In [1]:
import pandas as pd
import numpy as np
from lightfm import LightFM
from lightfm.data import Dataset
from lightfm.cross_validation import random_train_test_split
from lightfm.evaluation import precision_at_k, recall_at_k, reciprocal_rank, auc_score

### Data loading and cleaning

In [2]:
df = pd.read_csv('../LightFM_ratings.csv.gz',  usecols=[1,2])
# Nazwy najpopularniejszych kategorii
features_names = pd.read_csv('../LightFM_item_features_names.csv.gz')
# Kategorie konkretnych gier 
game_features = pd.read_csv('../LightFM_item_features.csv.gz')

In [3]:
grouped = df.groupby(by='bgg_user_name')
cleaned_df = []
for user, user_df in grouped:
    if user_df.shape[0] < 10:
        continue
    cleaned_df.append(user_df[:])
cleaned_df = pd.concat(cleaned_df)

In [4]:
len(cleaned_df)

23116352

In [5]:
deleted = 0
grouped = cleaned_df.groupby(by='bgg_id')
supercleaned_df = []
for game, game_df in grouped:
    if game_df.shape[0] < 10:
        deleted += 1
        continue
    supercleaned_df.append(game_df[:])
supercleaned_df = pd.concat(supercleaned_df)

In [6]:
cleaned_df = supercleaned_df

In [66]:
deleted

41526

In [33]:
cleaned_df.groupby('bgg_user_name')['bgg_id'].nunique()

bgg_user_name
 mycroft          62 
- v -             12 
-=yod@=-          307
-grizzly-         29 
-johnny-          125
                 ... 
zzzxxxyyy         20 
zzzzz             37 
zzzzzane          169
zzzzzyy           11 
æleksandr þræð    11 
Name: bgg_id, Length: 247376, dtype: int64

In [7]:
features_list = [x for x in features_names['0']]
games_list = [x for x in cleaned_df['bgg_id']]

In [8]:
# We drop the features of games for which we don't have any interaction
game_features = game_features.drop((game_features['bgg_id'])[~game_features['bgg_id'].isin(games_list)].index)

In [9]:
features_names
game_features

Unnamed: 0.1,Unnamed: 0,bgg_id,features
0,0,1,"['Economic:1021', 'Negotiation:1026', 'Politic..."
1,1,2,"['Card Game:1002', 'Fantasy:1010', 'Trick-taki..."
2,2,3,"['Abstract Strategy:1009', 'Medieval:1035', 'A..."
3,3,4,"['Ancient:1050', 'Action Points:2001', 'Area M..."
4,4,5,"['Economic:1021', 'Territory Building:1086', '..."
...,...,...,...
99222,99222,329086,"['Animals:1089', 'Transportation:1011', 'Pick-..."
99345,99345,329509,"['Bluffing:1023', 'Deduction:1039', 'Real-time..."
99378,99378,329591,"['Industry / Manufacturing:1088', 'Trains:1034..."
99444,99444,329841,"['Trains:1034', 'Travel:1097', 'Card Drafting:..."

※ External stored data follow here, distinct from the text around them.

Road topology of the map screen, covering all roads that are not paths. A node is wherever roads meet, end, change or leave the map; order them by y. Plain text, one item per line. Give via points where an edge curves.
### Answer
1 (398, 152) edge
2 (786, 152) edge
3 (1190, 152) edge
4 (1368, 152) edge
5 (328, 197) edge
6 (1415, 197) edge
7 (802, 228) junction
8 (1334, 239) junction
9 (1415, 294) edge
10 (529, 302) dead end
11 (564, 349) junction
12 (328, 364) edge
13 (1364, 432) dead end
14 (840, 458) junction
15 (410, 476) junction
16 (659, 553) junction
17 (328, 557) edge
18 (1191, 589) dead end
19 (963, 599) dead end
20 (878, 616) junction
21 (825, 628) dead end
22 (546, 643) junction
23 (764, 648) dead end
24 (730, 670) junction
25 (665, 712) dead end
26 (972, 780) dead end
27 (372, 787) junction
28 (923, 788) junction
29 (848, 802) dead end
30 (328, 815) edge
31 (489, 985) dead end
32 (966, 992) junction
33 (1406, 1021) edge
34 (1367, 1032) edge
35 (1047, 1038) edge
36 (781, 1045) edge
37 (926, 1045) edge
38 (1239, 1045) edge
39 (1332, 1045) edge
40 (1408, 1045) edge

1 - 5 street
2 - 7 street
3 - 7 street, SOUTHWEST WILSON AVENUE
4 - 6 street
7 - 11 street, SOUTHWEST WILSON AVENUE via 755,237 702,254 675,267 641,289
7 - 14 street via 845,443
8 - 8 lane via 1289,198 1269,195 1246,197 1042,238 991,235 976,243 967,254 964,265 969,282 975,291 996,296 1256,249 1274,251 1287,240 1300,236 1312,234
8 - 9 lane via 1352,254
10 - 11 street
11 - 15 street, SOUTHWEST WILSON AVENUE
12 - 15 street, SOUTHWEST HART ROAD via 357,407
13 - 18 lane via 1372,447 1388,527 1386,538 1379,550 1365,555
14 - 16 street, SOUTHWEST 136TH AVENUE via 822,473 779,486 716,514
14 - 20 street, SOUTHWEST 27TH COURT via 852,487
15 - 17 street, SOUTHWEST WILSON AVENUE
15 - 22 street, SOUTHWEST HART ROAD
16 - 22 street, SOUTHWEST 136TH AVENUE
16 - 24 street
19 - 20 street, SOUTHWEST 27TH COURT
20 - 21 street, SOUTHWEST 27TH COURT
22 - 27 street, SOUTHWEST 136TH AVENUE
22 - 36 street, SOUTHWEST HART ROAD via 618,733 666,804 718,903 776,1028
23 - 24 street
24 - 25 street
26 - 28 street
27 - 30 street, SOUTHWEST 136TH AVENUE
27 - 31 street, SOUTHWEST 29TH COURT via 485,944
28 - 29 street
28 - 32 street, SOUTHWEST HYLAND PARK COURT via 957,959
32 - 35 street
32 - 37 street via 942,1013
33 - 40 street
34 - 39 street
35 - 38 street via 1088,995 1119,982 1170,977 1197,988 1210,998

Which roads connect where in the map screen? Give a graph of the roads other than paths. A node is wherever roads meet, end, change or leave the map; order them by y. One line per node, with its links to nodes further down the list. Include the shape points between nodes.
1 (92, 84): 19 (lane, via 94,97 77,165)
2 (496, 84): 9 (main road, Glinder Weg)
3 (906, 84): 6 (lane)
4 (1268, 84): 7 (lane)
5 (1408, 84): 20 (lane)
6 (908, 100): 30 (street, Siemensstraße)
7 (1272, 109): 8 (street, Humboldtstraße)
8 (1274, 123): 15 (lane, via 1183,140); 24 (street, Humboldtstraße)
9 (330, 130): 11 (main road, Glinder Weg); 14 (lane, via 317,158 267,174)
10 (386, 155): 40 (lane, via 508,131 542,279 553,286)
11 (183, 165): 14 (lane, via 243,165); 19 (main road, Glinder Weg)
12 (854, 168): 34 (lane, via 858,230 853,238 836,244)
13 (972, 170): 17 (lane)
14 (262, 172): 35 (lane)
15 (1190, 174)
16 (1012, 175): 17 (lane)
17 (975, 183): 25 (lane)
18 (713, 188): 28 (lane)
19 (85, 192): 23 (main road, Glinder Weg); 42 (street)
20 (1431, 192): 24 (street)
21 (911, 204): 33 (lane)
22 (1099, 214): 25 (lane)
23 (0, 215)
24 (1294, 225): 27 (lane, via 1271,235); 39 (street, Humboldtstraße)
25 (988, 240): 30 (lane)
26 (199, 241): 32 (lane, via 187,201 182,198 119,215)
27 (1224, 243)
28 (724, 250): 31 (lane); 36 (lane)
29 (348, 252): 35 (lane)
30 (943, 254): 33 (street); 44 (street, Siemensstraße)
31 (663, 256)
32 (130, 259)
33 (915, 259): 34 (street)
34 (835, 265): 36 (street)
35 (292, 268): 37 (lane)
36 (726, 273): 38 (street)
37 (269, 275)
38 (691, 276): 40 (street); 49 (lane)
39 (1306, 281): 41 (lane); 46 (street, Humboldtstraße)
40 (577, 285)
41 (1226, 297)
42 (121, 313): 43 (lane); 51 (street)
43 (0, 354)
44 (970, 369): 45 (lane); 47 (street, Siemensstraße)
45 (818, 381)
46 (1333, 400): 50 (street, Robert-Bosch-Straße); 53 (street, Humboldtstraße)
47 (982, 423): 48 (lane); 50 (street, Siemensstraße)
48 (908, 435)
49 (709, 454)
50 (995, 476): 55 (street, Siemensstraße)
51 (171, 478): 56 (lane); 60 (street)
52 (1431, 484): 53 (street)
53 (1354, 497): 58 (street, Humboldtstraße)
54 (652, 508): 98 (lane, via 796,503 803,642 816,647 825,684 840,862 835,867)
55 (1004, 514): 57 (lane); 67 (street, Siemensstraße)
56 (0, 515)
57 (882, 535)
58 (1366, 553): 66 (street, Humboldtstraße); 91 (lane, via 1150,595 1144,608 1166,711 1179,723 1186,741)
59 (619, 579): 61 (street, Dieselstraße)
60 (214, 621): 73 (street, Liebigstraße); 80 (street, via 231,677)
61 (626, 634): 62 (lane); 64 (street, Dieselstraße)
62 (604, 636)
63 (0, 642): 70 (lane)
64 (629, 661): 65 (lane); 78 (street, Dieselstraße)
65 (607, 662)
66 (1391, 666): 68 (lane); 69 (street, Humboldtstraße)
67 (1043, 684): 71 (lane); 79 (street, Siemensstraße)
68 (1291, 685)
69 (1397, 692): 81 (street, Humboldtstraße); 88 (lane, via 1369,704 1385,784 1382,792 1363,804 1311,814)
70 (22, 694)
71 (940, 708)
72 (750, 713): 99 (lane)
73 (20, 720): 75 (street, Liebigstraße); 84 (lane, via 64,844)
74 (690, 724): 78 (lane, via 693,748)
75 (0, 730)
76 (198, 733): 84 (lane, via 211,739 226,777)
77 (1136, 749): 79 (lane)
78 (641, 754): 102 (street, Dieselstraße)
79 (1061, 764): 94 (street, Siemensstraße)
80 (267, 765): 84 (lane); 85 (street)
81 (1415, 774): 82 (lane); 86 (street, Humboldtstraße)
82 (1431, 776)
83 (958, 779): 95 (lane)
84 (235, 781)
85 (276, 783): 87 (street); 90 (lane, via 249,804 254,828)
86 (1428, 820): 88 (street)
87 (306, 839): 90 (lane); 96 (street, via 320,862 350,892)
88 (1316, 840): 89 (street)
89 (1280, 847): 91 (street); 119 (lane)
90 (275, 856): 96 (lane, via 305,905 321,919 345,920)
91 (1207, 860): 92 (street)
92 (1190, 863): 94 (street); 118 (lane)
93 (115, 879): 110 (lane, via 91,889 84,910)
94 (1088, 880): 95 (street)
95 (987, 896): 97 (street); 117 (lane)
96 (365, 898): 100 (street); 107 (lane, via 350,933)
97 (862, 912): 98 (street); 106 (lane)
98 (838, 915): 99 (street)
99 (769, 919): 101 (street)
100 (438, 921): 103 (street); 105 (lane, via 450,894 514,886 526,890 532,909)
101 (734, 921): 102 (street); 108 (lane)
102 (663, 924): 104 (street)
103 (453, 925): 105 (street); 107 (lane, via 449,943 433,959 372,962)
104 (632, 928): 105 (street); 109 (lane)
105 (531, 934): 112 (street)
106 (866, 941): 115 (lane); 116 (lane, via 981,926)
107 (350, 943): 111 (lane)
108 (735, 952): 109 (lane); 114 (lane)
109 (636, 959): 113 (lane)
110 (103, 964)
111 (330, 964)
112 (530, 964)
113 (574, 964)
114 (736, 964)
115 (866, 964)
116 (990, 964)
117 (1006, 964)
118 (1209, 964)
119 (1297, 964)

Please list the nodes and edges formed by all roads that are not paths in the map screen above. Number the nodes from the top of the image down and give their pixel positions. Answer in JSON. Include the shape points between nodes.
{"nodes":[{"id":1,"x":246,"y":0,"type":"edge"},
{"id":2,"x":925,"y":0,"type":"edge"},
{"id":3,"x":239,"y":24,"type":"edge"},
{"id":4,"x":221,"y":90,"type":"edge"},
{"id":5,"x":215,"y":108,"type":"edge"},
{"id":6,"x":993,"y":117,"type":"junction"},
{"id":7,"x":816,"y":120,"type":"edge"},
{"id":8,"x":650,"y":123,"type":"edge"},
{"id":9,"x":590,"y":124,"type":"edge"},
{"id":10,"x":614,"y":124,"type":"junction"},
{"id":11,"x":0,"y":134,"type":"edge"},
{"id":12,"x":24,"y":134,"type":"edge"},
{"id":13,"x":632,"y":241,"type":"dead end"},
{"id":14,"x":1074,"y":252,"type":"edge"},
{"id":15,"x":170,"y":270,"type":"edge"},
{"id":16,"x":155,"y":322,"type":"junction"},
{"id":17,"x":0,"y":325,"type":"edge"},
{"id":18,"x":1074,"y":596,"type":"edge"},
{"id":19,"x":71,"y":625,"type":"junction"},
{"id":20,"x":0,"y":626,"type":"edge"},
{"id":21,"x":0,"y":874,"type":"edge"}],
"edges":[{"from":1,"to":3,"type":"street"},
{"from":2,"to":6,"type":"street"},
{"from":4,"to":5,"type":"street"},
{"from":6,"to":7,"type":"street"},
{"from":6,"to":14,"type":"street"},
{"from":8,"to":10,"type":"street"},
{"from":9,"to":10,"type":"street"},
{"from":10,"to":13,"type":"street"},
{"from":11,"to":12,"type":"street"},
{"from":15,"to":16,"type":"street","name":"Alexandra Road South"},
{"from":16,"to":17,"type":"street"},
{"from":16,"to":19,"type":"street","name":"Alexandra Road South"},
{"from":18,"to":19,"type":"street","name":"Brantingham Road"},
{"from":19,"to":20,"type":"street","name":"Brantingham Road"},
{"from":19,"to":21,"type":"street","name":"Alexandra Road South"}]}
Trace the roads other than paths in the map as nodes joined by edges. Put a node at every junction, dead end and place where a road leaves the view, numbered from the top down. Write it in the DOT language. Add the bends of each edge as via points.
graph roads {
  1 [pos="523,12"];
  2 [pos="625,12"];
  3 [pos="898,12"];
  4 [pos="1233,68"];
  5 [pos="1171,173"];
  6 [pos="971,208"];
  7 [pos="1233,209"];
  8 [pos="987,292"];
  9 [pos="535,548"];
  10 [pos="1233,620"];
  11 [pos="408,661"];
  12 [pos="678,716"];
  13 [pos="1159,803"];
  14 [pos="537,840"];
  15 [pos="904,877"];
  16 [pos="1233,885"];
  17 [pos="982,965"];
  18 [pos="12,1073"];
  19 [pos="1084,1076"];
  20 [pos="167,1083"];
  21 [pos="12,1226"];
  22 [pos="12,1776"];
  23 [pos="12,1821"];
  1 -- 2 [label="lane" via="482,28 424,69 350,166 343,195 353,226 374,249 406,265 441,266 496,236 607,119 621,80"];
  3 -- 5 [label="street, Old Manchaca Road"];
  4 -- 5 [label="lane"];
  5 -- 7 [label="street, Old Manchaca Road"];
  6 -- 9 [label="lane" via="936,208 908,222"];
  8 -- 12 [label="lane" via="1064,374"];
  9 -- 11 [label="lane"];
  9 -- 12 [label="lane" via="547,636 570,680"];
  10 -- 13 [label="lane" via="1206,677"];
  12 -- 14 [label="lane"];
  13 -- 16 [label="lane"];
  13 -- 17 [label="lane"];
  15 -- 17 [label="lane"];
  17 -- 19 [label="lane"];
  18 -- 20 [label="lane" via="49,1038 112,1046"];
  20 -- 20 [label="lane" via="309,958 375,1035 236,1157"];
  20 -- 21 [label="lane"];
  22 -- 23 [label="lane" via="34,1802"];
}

### Preparation of interactions and item features matrices 

In [10]:
dataset = Dataset()
dataset.fit((x for x in cleaned_df['bgg_user_name']), (x for x in cleaned_df['bgg_id']), item_features=(x for x in features_names['0']))

In [11]:
def prepare_interactions(df, dataset):
    
    def split_test(test_df, seed=42, frac=0.8):
        grouped = test_df.groupby(by='bgg_user_name')
        test_known = []
        test_unknown = []
        for user, df in grouped:
            df_size = df.shape[0]
            known_size = int(round(frac*df_size))
            known_indices = np.random.choice(df_size, known_size, replace=False)
            known_data = df.iloc[known_indices]
            test_known.append(known_data)
            unknown_indices = np.setdiff1d(np.arange(df_size), known_indices)
            unknown_data = df.iloc[unknown_indices]
            test_unknown.append(unknown_data)
        return pd.concat(test_known), pd.concat(test_unknown)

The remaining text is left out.